The Spy Who Can’t Clean Shag Carpet

The Spy Who Can’t Clean Shag Carpet

With the fast-paced lifestyle of many Americans today – particularly millennials – it comes as no surprise that more and more people are interested in robotic vacuum cleaners, despite them being generally less powerful and more expensive than their traditional counterparts. As more companies introduce their own products, consumers are finding it easier to clean up things like pet hair on hard floors and maintain cleaner homes. Others are growing worried about some of the advertised features, as well as some unadvertised ones.

Lay of the Land

One particularly noteworthy feature in newer robotic vacuums is the ability to map the layout of a home, remembering the most efficient cleaning paths and threats to avoid. Using laser mapping, the Neato Botvac D7 Connected – produced by California-based Neato Robotics, a subsidiary of Vorwerk (Germany) – can avoid threats like stairs and chair legs, determine what type of surface it is cleaning, and calculate the most direct and thorough path to clean, even in a pitch black room. Linked to a smartphone, the consumer can monitor everything the robot does.

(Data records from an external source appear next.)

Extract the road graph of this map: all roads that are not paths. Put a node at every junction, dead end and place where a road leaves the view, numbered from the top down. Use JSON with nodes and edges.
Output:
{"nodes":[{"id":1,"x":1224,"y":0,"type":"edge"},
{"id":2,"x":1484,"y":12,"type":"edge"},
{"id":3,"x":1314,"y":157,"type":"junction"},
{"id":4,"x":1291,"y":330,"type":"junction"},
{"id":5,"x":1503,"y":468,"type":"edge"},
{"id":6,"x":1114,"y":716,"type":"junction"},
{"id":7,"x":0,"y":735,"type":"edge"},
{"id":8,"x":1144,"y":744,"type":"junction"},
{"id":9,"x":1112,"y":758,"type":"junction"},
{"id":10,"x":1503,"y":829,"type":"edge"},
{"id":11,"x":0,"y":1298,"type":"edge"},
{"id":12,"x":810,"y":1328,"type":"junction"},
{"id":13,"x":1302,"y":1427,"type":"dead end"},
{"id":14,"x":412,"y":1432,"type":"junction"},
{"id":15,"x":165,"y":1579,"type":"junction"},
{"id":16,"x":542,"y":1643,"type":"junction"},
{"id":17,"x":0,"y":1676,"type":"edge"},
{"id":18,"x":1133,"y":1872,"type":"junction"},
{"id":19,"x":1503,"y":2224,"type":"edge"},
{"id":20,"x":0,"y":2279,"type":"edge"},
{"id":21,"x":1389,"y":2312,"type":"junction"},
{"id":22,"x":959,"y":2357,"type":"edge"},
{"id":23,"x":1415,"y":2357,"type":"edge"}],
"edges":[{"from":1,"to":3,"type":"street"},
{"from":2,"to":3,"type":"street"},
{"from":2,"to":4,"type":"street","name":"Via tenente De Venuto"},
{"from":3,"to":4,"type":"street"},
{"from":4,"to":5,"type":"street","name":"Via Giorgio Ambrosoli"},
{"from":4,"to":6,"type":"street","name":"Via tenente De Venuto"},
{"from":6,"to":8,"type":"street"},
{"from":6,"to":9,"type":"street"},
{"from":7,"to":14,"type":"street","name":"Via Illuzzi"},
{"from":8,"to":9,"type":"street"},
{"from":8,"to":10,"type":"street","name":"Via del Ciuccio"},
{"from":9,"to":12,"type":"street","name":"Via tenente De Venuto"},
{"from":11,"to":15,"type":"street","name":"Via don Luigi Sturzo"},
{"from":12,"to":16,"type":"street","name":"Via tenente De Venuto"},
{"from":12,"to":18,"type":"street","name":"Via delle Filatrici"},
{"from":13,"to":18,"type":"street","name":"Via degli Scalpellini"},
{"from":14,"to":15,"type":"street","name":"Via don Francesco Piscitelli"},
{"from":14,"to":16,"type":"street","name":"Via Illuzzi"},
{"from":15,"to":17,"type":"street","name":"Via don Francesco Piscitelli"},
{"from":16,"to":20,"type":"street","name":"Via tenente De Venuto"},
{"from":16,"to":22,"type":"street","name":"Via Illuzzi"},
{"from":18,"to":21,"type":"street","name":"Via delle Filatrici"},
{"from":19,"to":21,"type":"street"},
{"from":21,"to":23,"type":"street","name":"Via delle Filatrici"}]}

These features are particularly useful for optimizing the operation of the vacuum, but they present a potential threat for security-minded consumers.

Security Breach

A competing product from Chinese manufacturer Diqee highlights the risk. A team of researchers at Positive Technologies – a global provider of enterprise security solutions – recently revealed vulnerabilities in Diqee’s Dongguan Diqee 360 robotic vacuum models, which feature Wi-Fi connectivity and a 360-degree camera for its mapping function. That camera also doubles as a home surveillance camera, and the device offers the option to engage a dynamic monitoring mode to make use of it.

The issue uncovered is a security flaw that allows an attacker to gain system administrator privileges by obtaining the robot’s media access control (MAC) address. In this particular case, once access is granted, anyone can view the night-vision-capable camera and potentially access the smartphone to which it is connected.

Codename: Cleaner

Even the more popular Roomba line by iRobot gathers data on its operation, sending it to the cloud and often to its corporate headquarters. This presents the opportunity for a data breach, wherein an attacker could collect a map of a user’s home. For the average consumer, this threat isn’t as significant as it sounds. However, if you feel the need to purchase a robotic vacuum – and you’re concerned about your privacy – make sure you cover your tracks.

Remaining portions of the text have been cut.